[Haskell] How to avoid both duplicate instances and extraneous
instance declarations?
Robin Bate Boerop
robin_bb at acm.org
Sat Apr 22 12:23:02 EDT 2006
I am having trouble making a type system for my EDSL in Haskell. Can
someone help? A simplified description of my problem follows.
I have three classes, A, B1, and B2. I want all instances of B1 to
be instances of A. I want all instances of B2 to be instances of A.

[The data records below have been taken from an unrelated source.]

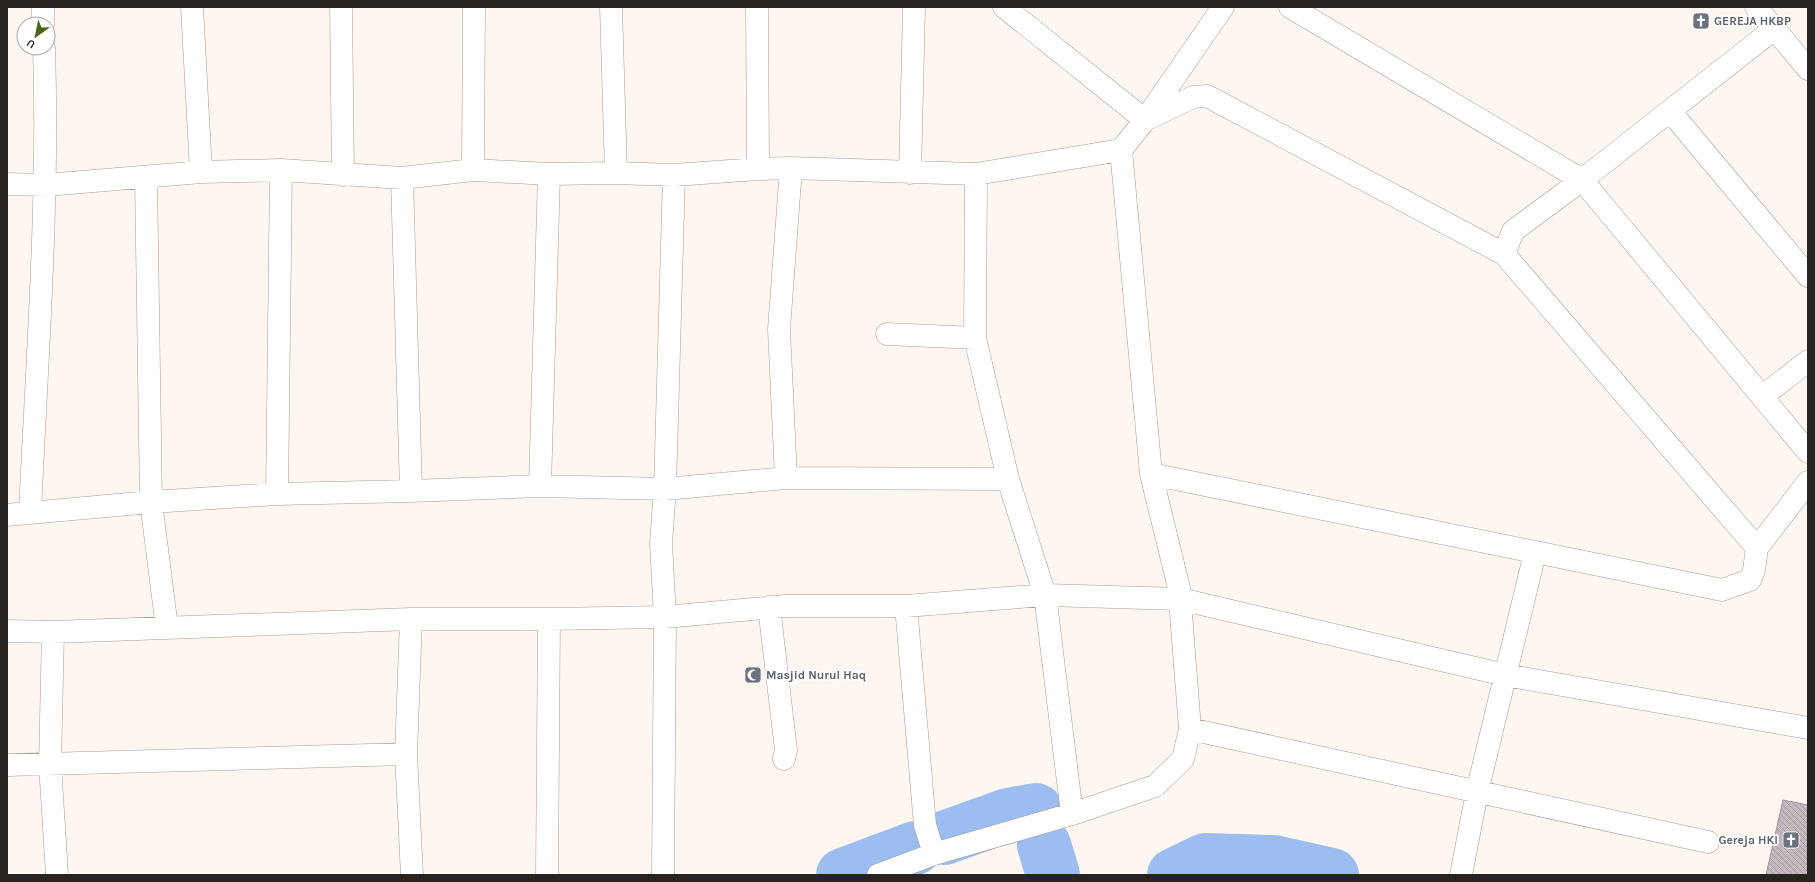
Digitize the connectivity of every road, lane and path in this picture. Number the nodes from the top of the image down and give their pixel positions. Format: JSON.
{"nodes":[{"id":1,"x":192,"y":7,"type":"edge"},
{"id":2,"x":341,"y":7,"type":"edge"},
{"id":3,"x":474,"y":7,"type":"edge"},
{"id":4,"x":610,"y":7,"type":"edge"},
{"id":5,"x":757,"y":7,"type":"edge"},
{"id":6,"x":914,"y":7,"type":"edge"},
{"id":7,"x":1004,"y":7,"type":"edge"},
{"id":8,"x":1223,"y":7,"type":"edge"},
{"id":9,"x":1290,"y":7,"type":"edge"},
{"id":10,"x":1756,"y":7,"type":"edge"},
{"id":11,"x":1774,"y":29,"type":"junction"},
{"id":12,"x":44,"y":56,"type":"edge"},
{"id":13,"x":1808,"y":70,"type":"edge"},
{"id":14,"x":1670,"y":111,"type":"junction"},
{"id":15,"x":1145,"y":120,"type":"junction"},
{"id":16,"x":1121,"y":150,"type":"junction"},
{"id":17,"x":791,"y":168,"type":"junction"},
{"id":18,"x":758,"y":169,"type":"junction"},
{"id":19,"x":280,"y":170,"type":"junction"},
{"id":20,"x":473,"y":170,"type":"junction"},
{"id":21,"x":201,"y":172,"type":"junction"},
{"id":22,"x":616,"y":173,"type":"junction"},
{"id":23,"x":910,"y":173,"type":"junction"},
{"id":24,"x":549,"y":174,"type":"junction"},
{"id":25,"x":976,"y":174,"type":"junction"},
{"id":26,"x":343,"y":175,"type":"junction"},
{"id":27,"x":674,"y":175,"type":"junction"},
{"id":28,"x":146,"y":178,"type":"junction"},
{"id":29,"x":402,"y":178,"type":"junction"},
{"id":30,"x":1582,"y":180,"type":"junction"},
{"id":31,"x":7,"y":184,"type":"edge"},
{"id":32,"x":46,"y":185,"type":"junction"},
{"id":33,"x":1504,"y":254,"type":"junction"},
{"id":34,"x":1808,"y":276,"type":"edge"},
{"id":35,"x":887,"y":334,"type":"dead end"},
{"id":36,"x":974,"y":338,"type":"junction"},
{"id":37,"x":1808,"y":361,"type":"edge"},
{"id":38,"x":1763,"y":396,"type":"junction"},
{"id":39,"x":1808,"y":452,"type":"edge"},
{"id":40,"x":1151,"y":474,"type":"junction"},
{"id":41,"x":786,"y":478,"type":"junction"},
{"id":42,"x":1008,"y":479,"type":"junction"},
{"id":43,"x":1808,"y":482,"type":"edge"},
{"id":44,"x":540,"y":486,"type":"junction"},
{"id":45,"x":665,"y":489,"type":"junction"},
{"id":46,"x":411,"y":491,"type":"junction"},
{"id":47,"x":277,"y":494,"type":"junction"},
{"id":48,"x":151,"y":502,"type":"junction"},
{"id":49,"x":30,"y":513,"type":"junction"},
{"id":50,"x":7,"y":515,"type":"edge"},
{"id":51,"x":1757,"y":548,"type":"junction"},
{"id":52,"x":1535,"y":553,"type":"junction"},
{"id":53,"x":1045,"y":595,"type":"junction"},
{"id":54,"x":1180,"y":599,"type":"junction"},
{"id":55,"x":906,"y":606,"type":"junction"},
{"id":56,"x":769,"y":607,"type":"junction"},
{"id":57,"x":665,"y":617,"type":"junction"},
{"id":58,"x":411,"y":619,"type":"junction"},
{"id":59,"x":549,"y":619,"type":"junction"},
{"id":60,"x":167,"y":628,"type":"junction"},
{"id":61,"x":7,"y":631,"type":"edge"},
{"id":62,"x":53,"y":632,"type":"junction"},
{"id":63,"x":1505,"y":675,"type":"junction"},
{"id":64,"x":1808,"y":728,"type":"edge"},
{"id":65,"x":1190,"y":729,"type":"junction"},
{"id":66,"x":406,"y":754,"type":"junction"},
{"id":67,"x":784,"y":759,"type":"dead end"},
{"id":68,"x":50,"y":764,"type":"junction"},
{"id":69,"x":7,"y":765,"type":"edge"},
{"id":70,"x":1476,"y":792,"type":"junction"},
{"id":71,"x":1072,"y":814,"type":"junction"},
{"id":72,"x":1708,"y":842,"type":"dead end"},
{"id":73,"x":934,"y":854,"type":"junction"},
{"id":74,"x":57,"y":875,"type":"edge"},
{"id":75,"x":412,"y":875,"type":"edge"},
{"id":76,"x":547,"y":875,"type":"edge"},
{"id":77,"x":662,"y":875,"type":"edge"},
{"id":78,"x":878,"y":875,"type":"edge"},
{"id":79,"x":1461,"y":875,"type":"edge"}],
"edges":[{"from":1,"to":21,"type":"street"},
{"from":2,"to":26,"type":"street"},
{"from":3,"to":20,"type":"street"},
{"from":4,"to":22,"type":"street"},
{"from":5,"to":18,"type":"street"},
{"from":6,"to":23,"type":"street"},
{"from":7,"to":15,"type":"street"},
{"from":8,"to":15,"type":"street"},
{"from":9,"to":30,"type":"street"},
{"from":10,"to":11,"type":"street"},
{"from":11,"to":13,"type":"street"},
{"from":11,"to":14,"type":"street"},
{"from":12,"to":32,"type":"street"},
{"from":14,"to":30,"type":"street"},
{"from":14,"to":34,"type":"street"},
{"from":15,"to":16,"type":"street"},
{"from":15,"to":33,"type":"street"},
{"from":16,"to":25,"type":"street"},
{"from":16,"to":40,"type":"street"},
{"from":17,"to":18,"type":"street"},
{"from":17,"to":23,"type":"street"},
{"from":17,"to":41,"type":"street"},
{"from":18,"to":27,"type":"street"},
{"from":19,"to":21,"type":"street"},
{"from":19,"to":26,"type":"street"},
{"from":19,"to":47,"type":"street"},
{"from":20,"to":24,"type":"street"},
{"from":20,"to":29,"type":"street"},
{"from":21,"to":28,"type":"street"},
{"from":22,"to":24,"type":"street"},
{"from":22,"to":27,"type":"street"},
{"from":23,"to":25,"type":"street"},
{"from":24,"to":44,"type":"street"},
{"from":25,"to":36,"type":"street"},
{"from":26,"to":29,"type":"street"},
{"from":27,"to":45,"type":"street"},
{"from":28,"to":32,"type":"street"},
{"from":28,"to":48,"type":"street"},
{"from":29,"to":46,"type":"street"},
{"from":30,"to":33,"type":"street"},
{"from":30,"to":38,"type":"street"},
{"from":31,"to":32,"type":"street"},
{"from":32,"to":49,"type":"street"},
{"from":33,"to":51,"type":"street"},
{"from":35,"to":36,"type":"street"},
{"from":36,"to":42,"type":"street"},
{"from":37,"to":38,"type":"street"},
{"from":38,"to":39,"type":"street"},
{"from":40,"to":52,"type":"street"},
{"from":40,"to":54,"type":"street"},
{"from":41,"to":42,"type":"street"},
{"from":41,"to":45,"type":"street"},
{"from":42,"to":53,"type":"street"},
{"from":43,"to":51,"type":"street"},
{"from":44,"to":45,"type":"street"},
{"from":44,"to":46,"type":"street"},
{"from":45,"to":57,"type":"street"},
{"from":46,"to":47,"type":"street"},
{"from":47,"to":48,"type":"street"},
{"from":48,"to":49,"type":"street"},
{"from":48,"to":60,"type":"street"},
{"from":49,"to":50,"type":"street"},
{"from":51,"to":52,"type":"street"},
{"from":52,"to":63,"type":"street"},
{"from":53,"to":54,"type":"street"},
{"from":53,"to":55,"type":"street"},
{"from":53,"to":71,"type":"street"},
{"from":54,"to":63,"type":"street"},
{"from":54,"to":65,"type":"street"},
{"from":55,"to":56,"type":"street"},
{"from":55,"to":73,"type":"street"},
{"from":56,"to":57,"type":"street"},
{"from":56,"to":67,"type":"street"},
{"from":57,"to":59,"type":"street"},
{"from":57,"to":77,"type":"street"},
{"from":58,"to":59,"type":"street"},
{"from":58,"to":60,"type":"street"},
{"from":58,"to":66,"type":"street"},
{"from":59,"to":76,"type":"street"},
{"from":60,"to":62,"type":"street"},
{"from":61,"to":62,"type":"street"},
{"from":62,"to":68,"type":"street"},
{"from":63,"to":64,"type":"street"},
{"from":63,"to":70,"type":"street"},
{"from":65,"to":70,"type":"street"},
{"from":65,"to":71,"type":"street"},
{"from":66,"to":68,"type":"street"},
{"from":66,"to":75,"type":"street"},
{"from":68,"to":69,"type":"street"},
{"from":68,"to":74,"type":"street"},
{"from":70,"to":72,"type":"street"},
{"from":70,"to":79,"type":"street"},
{"from":71,"to":73,"type":"street"},
{"from":73,"to":78,"type":"street"}]}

None of the classes have methods.
The following does NOT work, because of a duplicate instance
declaration for A:
class A a
class B1 b1
class B2 b2
instance B1 x => A x
instance B2 x => A x -- duplicate instance, won't compile
data T = T
instance B1 T
The following DOES work, but it requires that I explicitly give
instance declarations of A for all instances of B1 and B2:
class A a
class A a => B1 a
class A a => B2 a
data T = T
instance A T -- I don't want to have to specify this!
instance B1 T
Of course, this is a simplified example. In a complicated type class
hierarchy, in a program with many instances of, say B1, having to
provide instance declarations for A is laborious.
Is there a way to avoid this? How can I tell Haskell "all instances
of B1 are automatically instances of A".